# How much do you charge to make a print?



## knifemaker3

Hey all,
Just thought it would be interesting to see how much each of us charge to print. 

Here is what I'm asking for. Print labor charge only. DO NOT INCLUDE SHIRT COST, FILM COST, EMULSION, INK, AND ANY OTHER INCIDENTAL COST.

Just how much do you charge for your labor to print?

I start at $1.75 and then it is discounted with the rest of the discounts with the increase in # of shirts printed.

Remember, this is just your labor to print, nothing else.

Just thought it'd be interesting thread.

Have a good Day!!!

Craig


----------



## knifemaker3

I should have made it clear that I charge 1.75 per color per side. Sorry.


----------



## brent

You start with that price at how many shirts?


----------



## ffokazak

1.75 per side per colour?

So A 3 colour print front and one back is 4 x 1.75$? = 7?

Your doing goooood man!


----------



## knifemaker3

I start at 1-12 shirts at 1.75. I just called the competition and they are about the same. I should also have mentioned that I don't charge set up fees either.

So, what do you charge? I get the feeling that you think I'm charging too much, yet when I see price quotes on here I'm usually in the low to mid range of pricing.

Thoughts?

Craig


----------



## brent

I think your prices are crazy. If someone brought in six shirts and wanted you to print a 1color on the front only, you'd charge $10.50 with no set up fees?

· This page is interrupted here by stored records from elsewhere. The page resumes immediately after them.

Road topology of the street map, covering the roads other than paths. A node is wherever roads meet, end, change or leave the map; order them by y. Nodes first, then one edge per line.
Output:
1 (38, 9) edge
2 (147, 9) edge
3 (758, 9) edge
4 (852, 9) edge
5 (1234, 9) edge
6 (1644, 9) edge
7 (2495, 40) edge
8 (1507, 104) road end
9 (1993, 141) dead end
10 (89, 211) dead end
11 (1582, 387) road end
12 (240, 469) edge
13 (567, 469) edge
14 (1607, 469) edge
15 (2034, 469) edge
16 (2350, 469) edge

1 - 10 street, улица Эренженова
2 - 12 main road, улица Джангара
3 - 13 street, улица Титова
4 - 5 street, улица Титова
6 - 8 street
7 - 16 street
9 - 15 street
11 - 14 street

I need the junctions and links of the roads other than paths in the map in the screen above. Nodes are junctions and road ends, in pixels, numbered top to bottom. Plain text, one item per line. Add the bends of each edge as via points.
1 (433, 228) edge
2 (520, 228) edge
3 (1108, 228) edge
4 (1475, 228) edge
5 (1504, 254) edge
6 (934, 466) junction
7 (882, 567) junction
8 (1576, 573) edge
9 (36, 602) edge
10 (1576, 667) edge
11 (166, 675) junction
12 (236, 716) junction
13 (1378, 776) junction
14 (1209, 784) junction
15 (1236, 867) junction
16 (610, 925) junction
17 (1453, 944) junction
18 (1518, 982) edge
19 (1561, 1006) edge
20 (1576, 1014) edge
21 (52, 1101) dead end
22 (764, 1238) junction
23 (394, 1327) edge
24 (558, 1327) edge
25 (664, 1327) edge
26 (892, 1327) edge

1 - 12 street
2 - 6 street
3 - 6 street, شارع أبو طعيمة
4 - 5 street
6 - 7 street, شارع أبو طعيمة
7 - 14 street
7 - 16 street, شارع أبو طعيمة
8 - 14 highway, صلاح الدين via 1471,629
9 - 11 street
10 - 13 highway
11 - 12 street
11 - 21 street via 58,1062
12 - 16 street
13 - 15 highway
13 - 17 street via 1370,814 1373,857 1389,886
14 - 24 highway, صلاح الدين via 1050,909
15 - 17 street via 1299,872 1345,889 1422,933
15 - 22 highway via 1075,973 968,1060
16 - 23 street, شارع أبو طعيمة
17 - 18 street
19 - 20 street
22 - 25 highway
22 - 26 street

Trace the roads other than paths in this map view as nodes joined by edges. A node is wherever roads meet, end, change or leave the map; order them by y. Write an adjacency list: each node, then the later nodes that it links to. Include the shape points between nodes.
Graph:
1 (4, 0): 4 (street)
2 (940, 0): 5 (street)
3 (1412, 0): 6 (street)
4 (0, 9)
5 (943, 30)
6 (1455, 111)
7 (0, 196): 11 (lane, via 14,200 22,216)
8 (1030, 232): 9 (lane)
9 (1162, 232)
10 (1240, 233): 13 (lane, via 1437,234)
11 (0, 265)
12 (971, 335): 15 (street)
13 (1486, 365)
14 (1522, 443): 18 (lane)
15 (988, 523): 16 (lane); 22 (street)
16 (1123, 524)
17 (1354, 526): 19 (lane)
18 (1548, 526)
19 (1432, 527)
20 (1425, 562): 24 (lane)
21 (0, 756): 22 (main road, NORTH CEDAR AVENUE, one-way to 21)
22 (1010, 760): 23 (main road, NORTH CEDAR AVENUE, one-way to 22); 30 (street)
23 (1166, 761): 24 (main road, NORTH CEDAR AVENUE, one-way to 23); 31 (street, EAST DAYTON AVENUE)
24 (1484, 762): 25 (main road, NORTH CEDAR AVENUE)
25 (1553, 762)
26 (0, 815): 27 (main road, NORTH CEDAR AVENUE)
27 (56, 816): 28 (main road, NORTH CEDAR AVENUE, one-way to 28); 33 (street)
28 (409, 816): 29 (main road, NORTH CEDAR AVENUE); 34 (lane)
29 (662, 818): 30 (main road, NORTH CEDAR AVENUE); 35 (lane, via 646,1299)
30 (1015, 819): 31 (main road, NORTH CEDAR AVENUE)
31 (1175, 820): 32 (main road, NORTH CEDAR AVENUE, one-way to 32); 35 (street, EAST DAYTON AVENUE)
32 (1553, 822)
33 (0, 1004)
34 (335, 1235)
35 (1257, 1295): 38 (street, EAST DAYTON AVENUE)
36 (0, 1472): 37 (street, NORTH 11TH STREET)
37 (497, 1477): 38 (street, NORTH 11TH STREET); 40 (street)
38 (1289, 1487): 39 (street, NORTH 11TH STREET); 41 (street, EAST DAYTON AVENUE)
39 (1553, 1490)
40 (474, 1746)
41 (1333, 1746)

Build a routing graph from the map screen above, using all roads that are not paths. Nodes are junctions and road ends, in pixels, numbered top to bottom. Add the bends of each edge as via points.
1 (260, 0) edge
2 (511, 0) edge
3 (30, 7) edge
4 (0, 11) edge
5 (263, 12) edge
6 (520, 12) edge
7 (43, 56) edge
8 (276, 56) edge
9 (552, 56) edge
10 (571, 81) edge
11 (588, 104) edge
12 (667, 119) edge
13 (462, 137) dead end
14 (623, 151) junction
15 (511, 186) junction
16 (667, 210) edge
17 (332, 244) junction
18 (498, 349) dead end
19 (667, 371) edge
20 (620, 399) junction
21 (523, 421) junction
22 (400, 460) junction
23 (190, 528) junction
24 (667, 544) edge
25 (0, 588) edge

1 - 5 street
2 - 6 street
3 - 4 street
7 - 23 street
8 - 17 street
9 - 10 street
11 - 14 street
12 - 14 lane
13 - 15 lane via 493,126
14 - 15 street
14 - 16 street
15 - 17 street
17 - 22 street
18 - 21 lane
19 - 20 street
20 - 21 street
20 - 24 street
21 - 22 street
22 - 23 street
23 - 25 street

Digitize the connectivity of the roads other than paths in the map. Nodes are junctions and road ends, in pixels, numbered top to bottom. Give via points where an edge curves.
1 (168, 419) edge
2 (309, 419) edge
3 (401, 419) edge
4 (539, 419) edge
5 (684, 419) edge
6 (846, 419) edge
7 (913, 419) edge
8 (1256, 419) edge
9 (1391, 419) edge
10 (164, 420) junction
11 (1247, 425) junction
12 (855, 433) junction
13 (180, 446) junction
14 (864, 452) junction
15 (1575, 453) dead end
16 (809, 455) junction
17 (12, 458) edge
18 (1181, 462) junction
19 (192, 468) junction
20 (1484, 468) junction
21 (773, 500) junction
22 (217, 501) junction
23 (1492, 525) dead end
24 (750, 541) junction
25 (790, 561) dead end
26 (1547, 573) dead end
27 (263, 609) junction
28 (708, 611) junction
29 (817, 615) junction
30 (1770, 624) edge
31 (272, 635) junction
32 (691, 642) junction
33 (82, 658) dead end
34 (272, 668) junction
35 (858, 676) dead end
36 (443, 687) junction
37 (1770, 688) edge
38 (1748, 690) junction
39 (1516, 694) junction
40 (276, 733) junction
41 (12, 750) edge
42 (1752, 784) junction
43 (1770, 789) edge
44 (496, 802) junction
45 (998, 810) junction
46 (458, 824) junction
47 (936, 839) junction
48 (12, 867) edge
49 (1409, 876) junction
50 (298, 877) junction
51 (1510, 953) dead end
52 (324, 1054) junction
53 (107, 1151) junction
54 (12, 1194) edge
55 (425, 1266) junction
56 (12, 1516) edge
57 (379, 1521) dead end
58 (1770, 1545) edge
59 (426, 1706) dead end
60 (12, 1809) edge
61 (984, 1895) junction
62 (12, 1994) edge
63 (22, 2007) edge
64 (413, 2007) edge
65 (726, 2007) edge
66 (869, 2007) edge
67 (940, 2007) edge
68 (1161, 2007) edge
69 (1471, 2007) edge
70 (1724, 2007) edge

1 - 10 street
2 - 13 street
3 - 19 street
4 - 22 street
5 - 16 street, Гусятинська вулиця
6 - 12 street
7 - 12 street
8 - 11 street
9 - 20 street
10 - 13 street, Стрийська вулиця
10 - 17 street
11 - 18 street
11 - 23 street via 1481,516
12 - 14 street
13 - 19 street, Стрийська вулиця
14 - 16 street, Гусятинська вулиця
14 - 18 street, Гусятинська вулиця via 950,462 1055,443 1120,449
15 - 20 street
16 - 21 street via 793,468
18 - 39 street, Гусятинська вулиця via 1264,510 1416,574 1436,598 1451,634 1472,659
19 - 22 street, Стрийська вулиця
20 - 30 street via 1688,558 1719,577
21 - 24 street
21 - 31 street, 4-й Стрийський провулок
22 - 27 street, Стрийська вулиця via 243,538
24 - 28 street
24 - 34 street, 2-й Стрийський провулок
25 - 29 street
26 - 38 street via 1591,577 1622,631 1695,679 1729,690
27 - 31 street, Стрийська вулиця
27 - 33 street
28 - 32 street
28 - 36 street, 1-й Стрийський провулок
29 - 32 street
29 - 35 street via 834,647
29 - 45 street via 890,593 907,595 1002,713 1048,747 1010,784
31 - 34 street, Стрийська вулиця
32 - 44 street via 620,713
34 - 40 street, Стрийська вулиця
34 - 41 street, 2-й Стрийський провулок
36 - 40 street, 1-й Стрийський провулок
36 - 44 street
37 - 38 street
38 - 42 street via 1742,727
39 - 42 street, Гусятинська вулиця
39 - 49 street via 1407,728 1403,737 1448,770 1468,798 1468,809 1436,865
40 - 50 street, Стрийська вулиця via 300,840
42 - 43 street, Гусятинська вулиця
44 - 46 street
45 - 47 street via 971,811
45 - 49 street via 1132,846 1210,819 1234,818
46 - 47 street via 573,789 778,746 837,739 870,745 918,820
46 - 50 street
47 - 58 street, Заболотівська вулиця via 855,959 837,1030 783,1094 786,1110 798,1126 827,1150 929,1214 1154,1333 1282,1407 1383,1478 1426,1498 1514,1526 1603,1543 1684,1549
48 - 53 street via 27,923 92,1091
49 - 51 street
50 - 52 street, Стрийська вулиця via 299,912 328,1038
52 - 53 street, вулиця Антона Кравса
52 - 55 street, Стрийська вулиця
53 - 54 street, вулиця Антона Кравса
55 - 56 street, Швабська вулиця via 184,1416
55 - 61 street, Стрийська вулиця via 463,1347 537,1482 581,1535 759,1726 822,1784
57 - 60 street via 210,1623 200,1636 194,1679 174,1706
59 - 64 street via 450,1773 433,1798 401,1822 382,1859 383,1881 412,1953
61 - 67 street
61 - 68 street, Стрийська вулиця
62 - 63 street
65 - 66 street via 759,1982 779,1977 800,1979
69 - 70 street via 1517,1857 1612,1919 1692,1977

If someone brought me 10 shirts and wanted me to print a 1color front only on them, I'd charge $4 a shirt and $10 to set it up.


----------



## out da box

pricing for printing is extremely tricky, which is why I am so grateful to have a pricing calculator and price matrix. My base print charges are 1.50 to 1.00 per color per side. My screen fees are 15.00/screen. And I have a 50% markup on blanks. For quantities lower than 50pcs, I rarely charge less than 8.00, but for higher quantities, the price per piece drops considerably.
In the scenario above with 10 white tees 1 color print- i'd be at 9.60/pc all inclusive price.


----------



## jpspent

I believe all jobs are not created equal and are priced accordingly, while i normally Start at $1.50 ,.50 each additional color with a 50% mark up on blanks. Art , film and screens normally charged separately.


----------



## amp267

if a customer came to me wanting 12 white shirts one color one side i would charge 20 for screen/setup and no less than 10 a shirt. for 48 shirts i would charge 6 per standard sizing sm-xl with no set-up charge. when they say i can get a better price i tell them thank you, if it doesnt work out give me a call. most customers are referrals they come to me because of customer service and quality. i know plenty of people that have better quality and maybe better customer service. but i stick to my pricing and have plenty of work. i also offer everything else from signs to embroidery, and paper printing. i market myself as a one stop shop, that seems to help alot, even thought i sub out my paper printing and embroidery.


----------



## BigTee

I think it would be interesting for everyone to add where in the country they are.......In Tampa, I would charge $3-4 per shirt (1-side only) and an $18 Screen/Setup charge.................BIG TEE


----------



## amp267

southern cali


----------



## TshirtGuru

I charge $15 per screen/color.

I charge a base print price for 1 color, about $5.75 per piece for any job between 12-24 pieces. (does not include tees).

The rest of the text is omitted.